The wider sharing of law enforcement case files is also being driven by the administration’s abrupt decision to disband the Justice Department office that for decades coordinated the work of different agencies on major drug trafficking and organized crime cases. That office, the Organized Crime Drug Enforcement Task Force, was abruptly shut down on Sept. 30 as the Trump administration was setting up a new network of Homeland Security Task Forces designed by the White House homeland security adviser, Stephen Miller.
The new task forces, which were first described in detail by ProPublica last year, are designed to refocus federal law enforcement agencies on what Miller and other officials have portrayed as an alarming nexus of immigration and transnational crime. The reorganization also gives the White House and the Department of Homeland Security new authority to oversee transnational crime investigations, subordinating the DEA and federal prosecutors, who were central to the previous system.
That reorganization has set off a struggle over the control of OCDETF’s crown jewel, a database of some 770 million records that is the only central, searchable repository of drug trafficking and organized crime case files in the federal government.
Until now, the records of that database, which is called Compass, have only been accessible to investigators under elaborate rules agreed to by the more than 20 agencies that shared their information. The system was widely viewed as cumbersome, but officials said it also encouraged cooperation among the agencies while protecting sensitive case files and U.S. citizens’ privacy.
Although the Homeland Security Task Forces took possession of the Compass system when their leadership moved into OCDETF’s headquarters in suburban Virginia, the administration is still deciding how it will operate that database, officials said.
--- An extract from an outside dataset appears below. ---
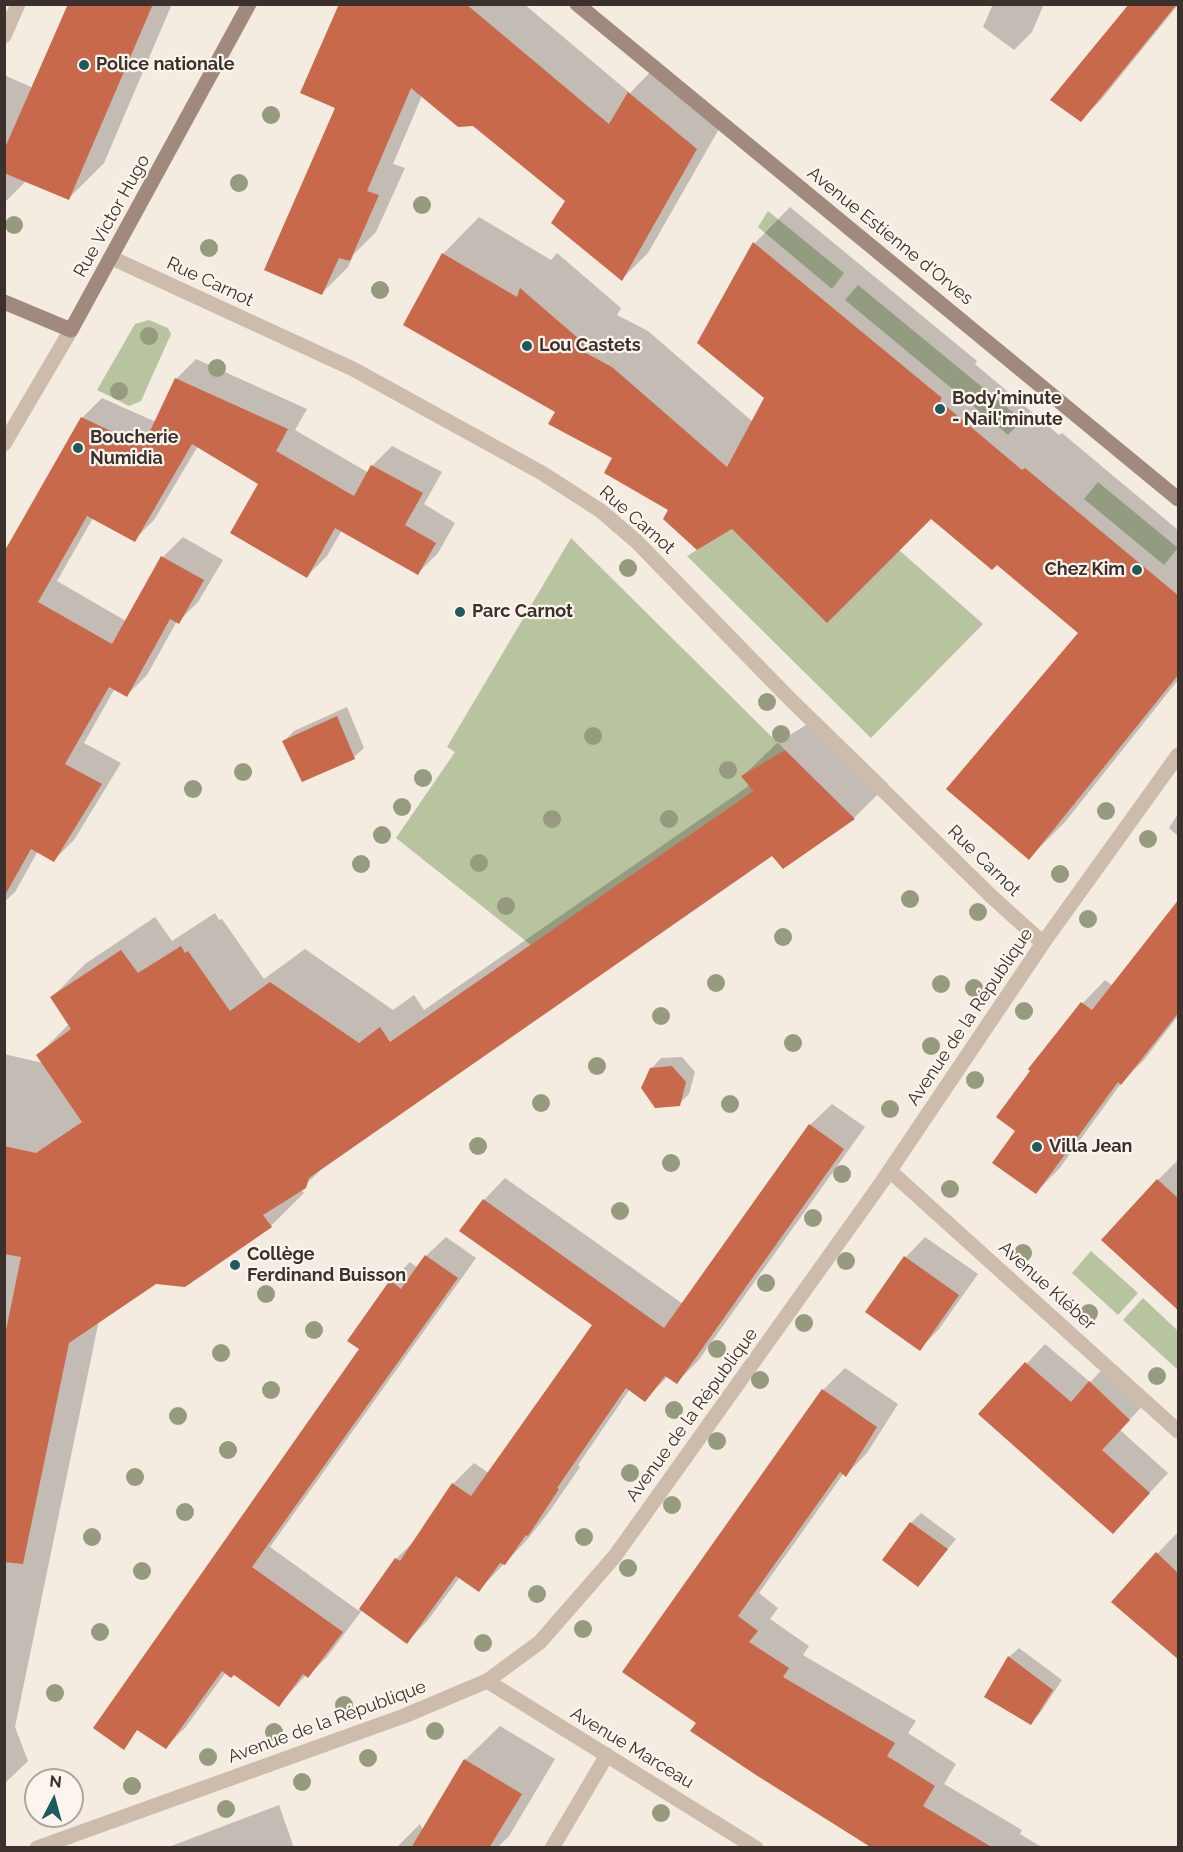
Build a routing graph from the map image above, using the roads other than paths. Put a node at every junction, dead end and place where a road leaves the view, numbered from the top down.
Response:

However, officials said, intelligence agencies and the Defense Department have already taken a series of technical steps to connect their networks to Compass so they can access its information if they are permitted to do so.
The White House press office did not respond to questions about how the government will manage the Compass database and whether it will remain under the control of the Homeland Security Task Forces.
The National Counterterrorism Center, under its new director, Joe Kent, has been notably forceful in seeking to manage the Compass system, several officials said. Kent, a former Army Special Forces and CIA paramilitary officer who twice ran unsuccessfully for Congress in Washington state, was previously a top aide to the national intelligence director, Tulsi Gabbard.
The FBI, DEA and other law enforcement agencies have strongly opposed the NCTC effort, the officials said. In internal discussions, they added, the law enforcement agencies have argued that it makes no sense for an intelligence agency to manage sensitive information that comes almost entirely from law enforcement.
“The NCTC has taken a very aggressive stance,” one official said. “They think the agencies should be sharing everything with them, and it should be up to them to decide what is relevant and what U.S. citizen information they shouldn’t keep.”
The FBI declined to comment in response to questions from ProPublica. A DEA spokesperson also would not discuss the agency’s actions or views on the wider sharing of its information with the intelligence community. But in a statement the spokesman added, “DEA is committed to working with our IC and law enforcement partners to ensure reliable information-sharing and strong coordination to most effectively target the designated cartels.”
Even with the Trump administration’s expanded definition of what might constitute terrorist activity, the information on terror groups accounts for only a small fraction of the records in the Compass system, current and former officials said.
The records include State Department visa records, some files of U.S. Postal Service inspectors, years of suspicious transaction reports from the Treasury Department and call records from the Bureau of Prisons.
Investigative files of the FBI, DEA and other law enforcement agencies often include information about witnesses, associates of suspects and others who have never committed any crimes, officials said.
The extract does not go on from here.